L’activité de la carrière s’étale de 6h30 à 16h, les centrales à béton pouvant continuer à fonctionner jusqu’à 18h ou 20h « selon les besoins ». L’exploitation du site se fait par tranches descendantes. Les gradins ont une hauteur maximum de 15 mètres pour une largeur de 10 mètres. Une foreuse, trois chargeurs, deux dumpers et une pelle hydraulique composent le matériel d’exploitation. La carrière comprend ainsi deux types d’activités : l’extraction, le traitement des matériaux ainsi donc que deux centrales à béton et une centrale à graves traitées. Les besoins en eau, pompée du canal, sont de 50 à 60 000 mètres cubes chaque année. « Toute l’eau utilisée est recyclée », précise Guy Laborde.
Un business très complexe
Le béton fait lui aussi l’objet d’un recyclage. Ainsi, les retours béton sont déversés, ils sèchent, avant d’être repris par un chargeur pour être remis dans le concasseur. « On exploite au mieux les matériaux moins nobles pour ne pas « taper » dans notre gisement, mais on ne peut pas tout faire avec le recyclage, contrairement à ce que l’on entend dans certains discours écologistes. Il ne pourra représenter au mieux que 15% de l’activité (NDLR : 5% du volume généré en 2012, un chiffre que l’Unicem veut porter à terme à 10%). Aux Pays-Bas, qui sont les champions du monde du recyclage, il représente 20% : le reste, ce sont des importations car il n’y a pas de cailloux en Hollande », indique le président de l’Unicem PACAC. En outre, tous les produits ne sont toutefois pas réutilisables notamment dans le béton prêt à l’emploi, sinon il y aurait des risques de vulnérabilité des constructions.

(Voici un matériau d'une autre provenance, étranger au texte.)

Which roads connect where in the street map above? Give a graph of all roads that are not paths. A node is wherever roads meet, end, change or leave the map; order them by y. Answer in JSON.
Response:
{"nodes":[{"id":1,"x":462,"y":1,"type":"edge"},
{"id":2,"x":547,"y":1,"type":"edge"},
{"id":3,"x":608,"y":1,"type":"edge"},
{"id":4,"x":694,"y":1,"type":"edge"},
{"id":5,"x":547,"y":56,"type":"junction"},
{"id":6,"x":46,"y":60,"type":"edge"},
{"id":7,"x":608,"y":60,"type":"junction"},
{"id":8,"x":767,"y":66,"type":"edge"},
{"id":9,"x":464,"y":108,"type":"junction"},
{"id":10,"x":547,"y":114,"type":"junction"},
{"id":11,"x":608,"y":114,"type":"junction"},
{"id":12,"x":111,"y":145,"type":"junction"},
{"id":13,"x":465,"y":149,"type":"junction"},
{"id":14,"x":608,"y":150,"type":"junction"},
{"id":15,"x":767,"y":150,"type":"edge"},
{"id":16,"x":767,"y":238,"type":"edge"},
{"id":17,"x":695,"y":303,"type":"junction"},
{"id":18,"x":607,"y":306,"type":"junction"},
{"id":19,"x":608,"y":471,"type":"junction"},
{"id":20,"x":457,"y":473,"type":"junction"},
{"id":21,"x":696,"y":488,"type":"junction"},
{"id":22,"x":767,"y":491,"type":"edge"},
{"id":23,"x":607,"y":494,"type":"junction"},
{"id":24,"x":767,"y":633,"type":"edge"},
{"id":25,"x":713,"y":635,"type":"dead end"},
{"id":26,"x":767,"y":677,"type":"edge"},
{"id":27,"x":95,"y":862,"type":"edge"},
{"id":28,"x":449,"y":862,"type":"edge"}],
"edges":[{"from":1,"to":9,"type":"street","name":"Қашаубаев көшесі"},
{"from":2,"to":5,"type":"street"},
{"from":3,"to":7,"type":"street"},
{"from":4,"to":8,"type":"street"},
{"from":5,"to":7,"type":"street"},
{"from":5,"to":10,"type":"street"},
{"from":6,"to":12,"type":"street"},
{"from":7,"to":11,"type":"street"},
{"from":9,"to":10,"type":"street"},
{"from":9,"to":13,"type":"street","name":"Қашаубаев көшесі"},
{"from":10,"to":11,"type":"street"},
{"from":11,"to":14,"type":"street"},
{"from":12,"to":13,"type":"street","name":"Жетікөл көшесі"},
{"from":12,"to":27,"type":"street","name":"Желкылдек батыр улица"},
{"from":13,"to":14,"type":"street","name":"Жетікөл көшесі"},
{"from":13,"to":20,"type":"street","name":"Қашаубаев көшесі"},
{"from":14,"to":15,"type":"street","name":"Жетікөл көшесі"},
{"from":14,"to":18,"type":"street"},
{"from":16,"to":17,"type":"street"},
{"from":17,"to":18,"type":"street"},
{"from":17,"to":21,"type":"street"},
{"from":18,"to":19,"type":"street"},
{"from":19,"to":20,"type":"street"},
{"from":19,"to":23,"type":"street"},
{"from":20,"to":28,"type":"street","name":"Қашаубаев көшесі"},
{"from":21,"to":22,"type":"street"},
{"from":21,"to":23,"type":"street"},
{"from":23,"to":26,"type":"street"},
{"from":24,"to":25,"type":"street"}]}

Derrière la roche calcaire qui compose le gisement de la carrière, se cache un business très complexe. « Par centrale, on recense 1 000 formules de béton », indique ainsi le directeur du groupe Bronzo-Perasso. Le site a ainsi mis en place une logistique étonnante avec notamment un laboratoire chargé de contrôler la qualité du béton.

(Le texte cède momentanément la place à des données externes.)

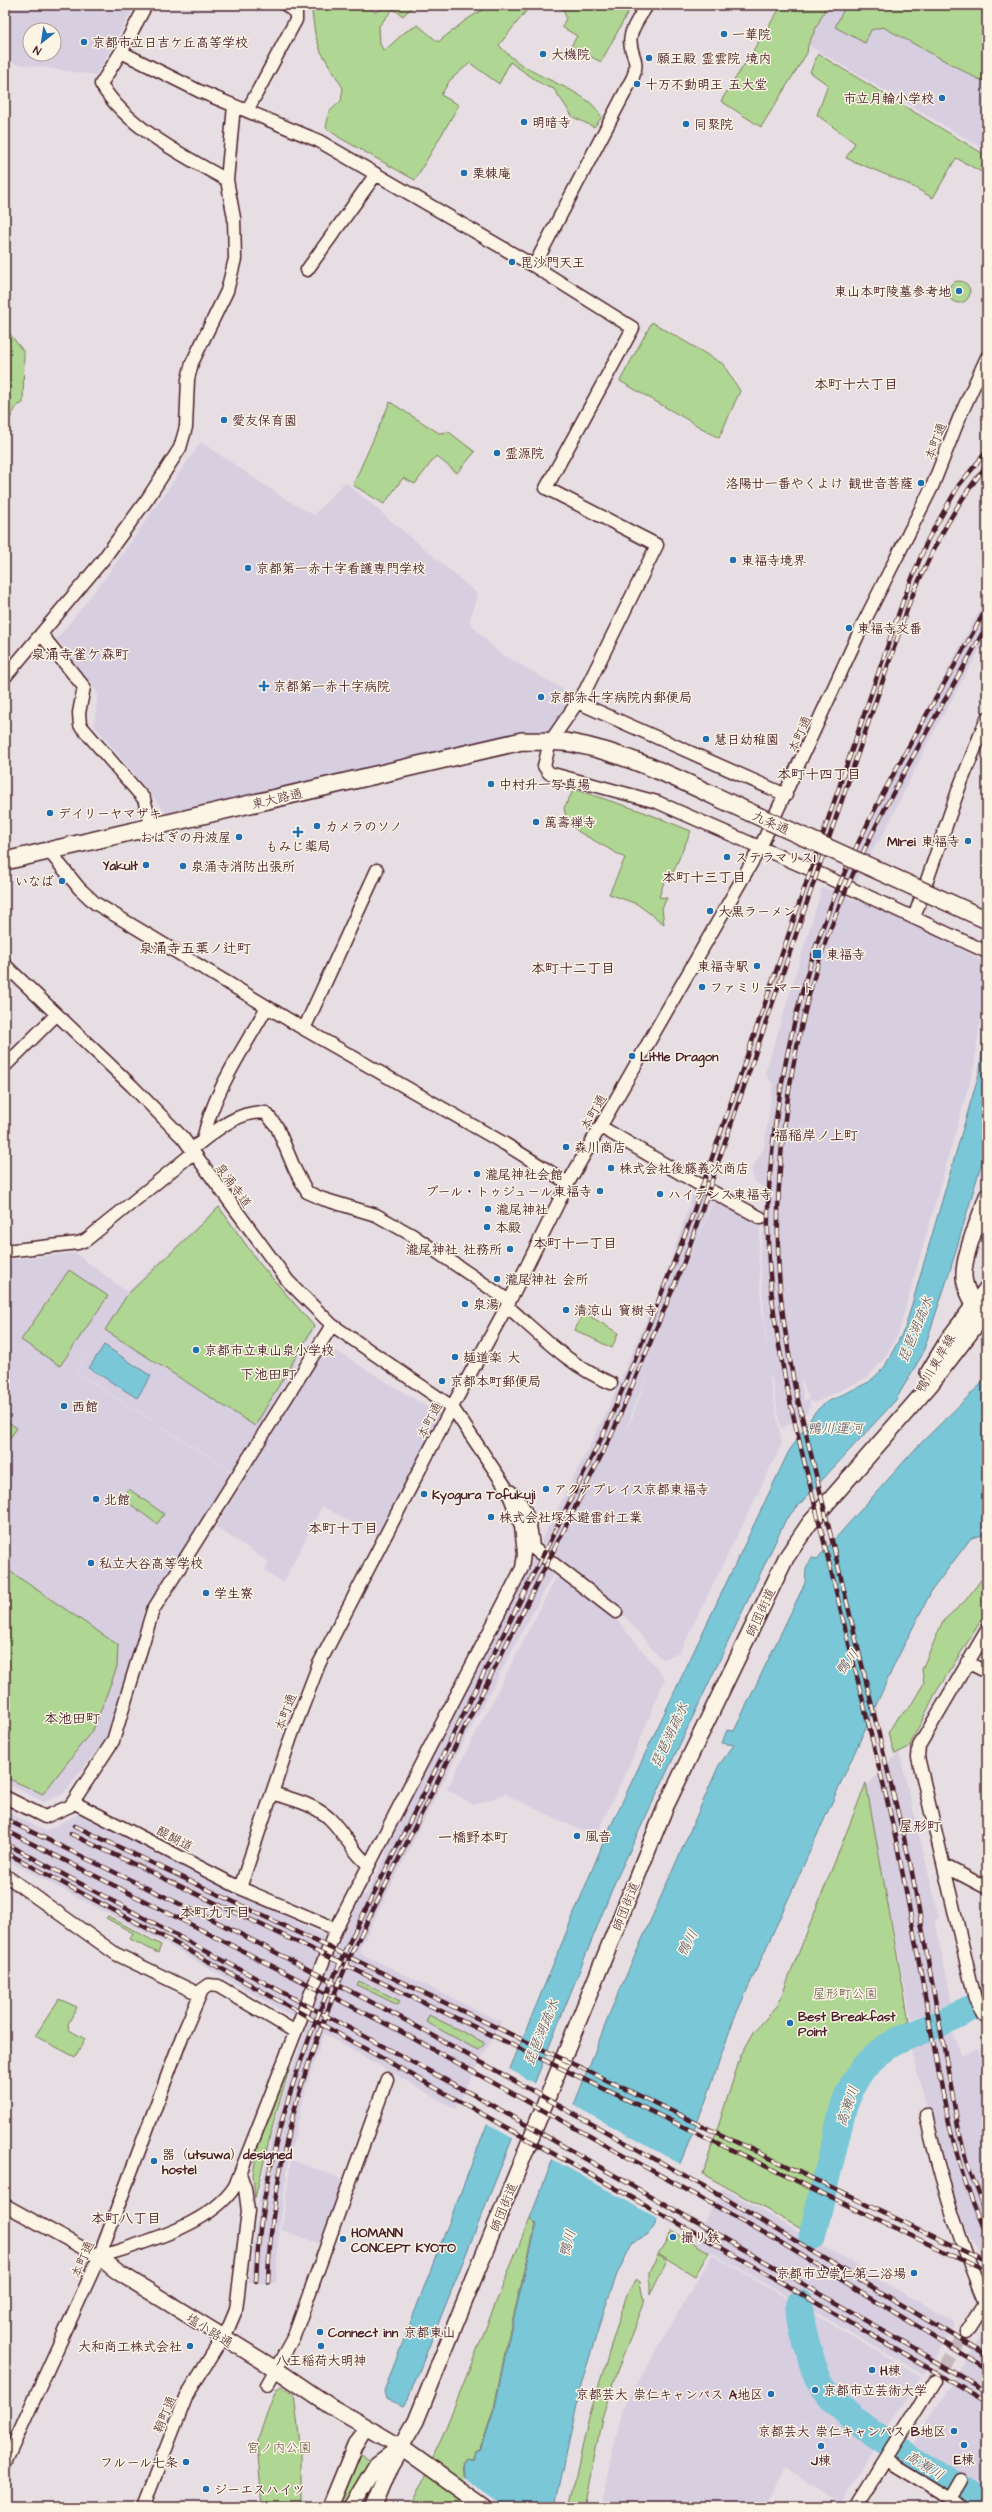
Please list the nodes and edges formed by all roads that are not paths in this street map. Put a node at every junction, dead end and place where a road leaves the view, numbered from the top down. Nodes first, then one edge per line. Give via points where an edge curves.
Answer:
1 (146, 5) edge
2 (286, 5) edge
3 (647, 5) edge
4 (121, 52) junction
5 (234, 106) junction
6 (247, 111) junction
7 (376, 174) junction
8 (227, 180) junction
9 (534, 266) junction
10 (308, 270) dead end
11 (987, 357) edge
12 (41, 634) junction
13 (5, 677) edge
14 (577, 702) junction
15 (987, 718) edge
16 (550, 742) junction
17 (786, 795) junction
18 (152, 828) junction
19 (760, 848) junction
20 (49, 851) junction
21 (5, 861) edge
22 (377, 870) dead end
23 (914, 918) junction
24 (987, 920) edge
25 (987, 952) edge
26 (5, 965) edge
27 (267, 1007) junction
28 (56, 1015) junction
29 (304, 1029) junction
30 (5, 1066) edge
31 (600, 1127) junction
32 (203, 1140) junction
33 (192, 1151) junction
34 (568, 1183) junction
35 (987, 1196) edge
36 (761, 1218) dead end
37 (5, 1251) edge
38 (987, 1288) edge
39 (508, 1304) junction
40 (973, 1304) junction
41 (984, 1314) edge
42 (332, 1325) junction
43 (611, 1383) dead end
44 (913, 1403) junction
45 (452, 1407) junction
46 (507, 1489) junction
47 (616, 1612) dead end
48 (987, 1630) edge
49 (967, 1662) junction
50 (987, 1672) edge
51 (272, 1793) junction
52 (5, 1797) edge
53 (73, 1802) junction
54 (369, 1865) junction
55 (945, 1866) junction
56 (7, 1881) edge
57 (240, 1888) junction
58 (987, 1888) edge
59 (336, 1929) junction
60 (199, 1994) junction
61 (985, 2016) edge
62 (294, 2031) junction
63 (387, 2079) dead end
64 (926, 2115) dead end
65 (240, 2174) junction
66 (5, 2205) edge
67 (99, 2257) junction
68 (986, 2302) edge
69 (966, 2333) tunnel mouth
70 (222, 2338) junction
71 (277, 2370) junction
72 (935, 2382) tunnel mouth
73 (267, 2386) dead end
74 (366, 2427) junction
75 (402, 2446) junction
76 (6, 2457) edge
77 (888, 2457) junction
78 (961, 2480) dead end
79 (951, 2496) junction
80 (143, 2507) edge
81 (330, 2507) edge
82 (352, 2507) edge
83 (373, 2507) edge
84 (486, 2507) edge
85 (856, 2507) edge
86 (963, 2507) edge

1 - 4 street
2 - 6 street via 296,12 296,20
3 - 9 street via 630,36 637,66 633,78
4 - 5 street
4 - 8 street via 100,84 107,95 168,148
5 - 6 street
5 - 8 street
6 - 7 street via 319,140
7 - 9 street
7 - 10 street
8 - 12 street via 234,218 236,260 227,291 192,363 188,379 186,427 180,448 148,498 102,561
9 - 14 street via 633,328 546,488 657,545
11 - 17 street, 本町通 via 932,487 864,622
12 - 13 street
12 - 18 street via 84,687 79,713 80,725 144,799
14 - 16 street
14 - 17 street
15 - 23 street via 959,788
16 - 18 main road, 東大路通 via 522,741
16 - 19 street via 544,766 549,773 656,802
16 - 24 main road, 九条通, bridge via 569,742 630,760
17 - 19 street, 本町通
18 - 20 main road, 東大路通
19 - 23 street
19 - 31 street, 本町通
20 - 21 main road, 東大路通
20 - 27 street via 79,888 95,903
22 - 29 street
23 - 25 street
26 - 28 street, 泉涌寺道
27 - 29 street
27 - 32 street via 217,1096 207,1120
28 - 30 street
28 - 33 street, 泉涌寺道 via 132,1086 183,1138
29 - 34 street
31 - 34 street, 本町通
31 - 36 street
32 - 33 street
32 - 39 street via 243,1116 256,1111 266,1113 277,1127 307,1192 376,1214 412,1235
33 - 37 street via 86,1240
33 - 42 street, 泉涌寺道 via 288,1281
34 - 39 street, 本町通
35 - 40 street via 964,1276
38 - 40 street, 鴨川東岸線
39 - 43 street via 570,1360 596,1377
39 - 45 street, 本町通
40 - 41 street
40 - 44 street, 鴨川東岸線 via 948,1338
41 - 44 street, 鴨川東岸線 via 931,1384
42 - 45 street, 泉涌寺道
42 - 53 street via 153,1610 113,1741
44 - 75 street, 師団街道 via 809,1524 786,1558 764,1601 665,1808 416,2421
45 - 46 street
45 - 51 street, 本町通 via 319,1664
46 - 47 street via 519,1498 526,1512 533,1548
46 - 54 street via 521,1526 524,1554 522,1568
48 - 49 street
49 - 50 street
49 - 55 street via 918,1750
51 - 54 street via 304,1802 329,1818 353,1850
51 - 57 street, 本町通
52 - 53 street via 45,1817 70,1806
53 - 57 street, 醍醐道
54 - 59 street
55 - 58 street
55 - 61 street via 975,1999
56 - 60 street via 116,1954
57 - 59 street, 醍醐道
59 - 62 street
60 - 62 street via 205,1987 218,1986
60 - 67 street, 本町通
62 - 65 street
63 - 71 street via 294,2336
64 - 68 street via 956,2229
65 - 67 street via 228,2196 203,2217
65 - 70 street, 鞘町通 via 246,2188 248,2211 236,2310
66 - 67 street, 塩小路通
67 - 70 street, 塩小路通 via 118,2272
67 - 76 street, 本町通
68 - 69 street
70 - 71 street, 塩小路通
70 - 80 street, 鞘町通 via 187,2396
71 - 73 street
71 - 74 street, 塩小路通
72 - 77 street
74 - 75 street, 塩小路通
74 - 81 street via 355,2446
75 - 82 street via 377,2464
75 - 83 street, 師団街道 via 390,2466
75 - 84 street, 塩小路通
77 - 79 street
77 - 85 street
78 - 79 street
79 - 86 street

Sur le plan de sécurité non plus, rien n’est laissé au hasard. Ainsi, aucun explosif n’est stocké sur le site. « On n’a plus le droit. Quand le mineur foreur fait exploser la roche, les explosifs sont commandés la veille. On calcule exactement nos besoins et, s’il y a un excédent, ils repartent avec », précise-t-il. L’Unicem PACAC a d’autre part lancé en 2013 un passeport sécurité : alors que l’accès aux carrières était de plus en plus réglementé par souci de sûreté, ce qui amenait à distiller une formation spécifique aux employés des sites, le syndicat régional s’est aperçu qu’une grande partie des salariés intervenant sur les carrières étaient des prestataires extérieurs (fournisseurs, sous-traitants…). Ainsi, tous suivent désormais une formation vidéo « e-learning ». Ils doivent ensuite répondre à un questionnaire où un minimum de bonnes réponses détermine l’attribution de ce passeport sécurité qui est obligatoire pour intervenir sur les carrières adhérentes à l’Unicem.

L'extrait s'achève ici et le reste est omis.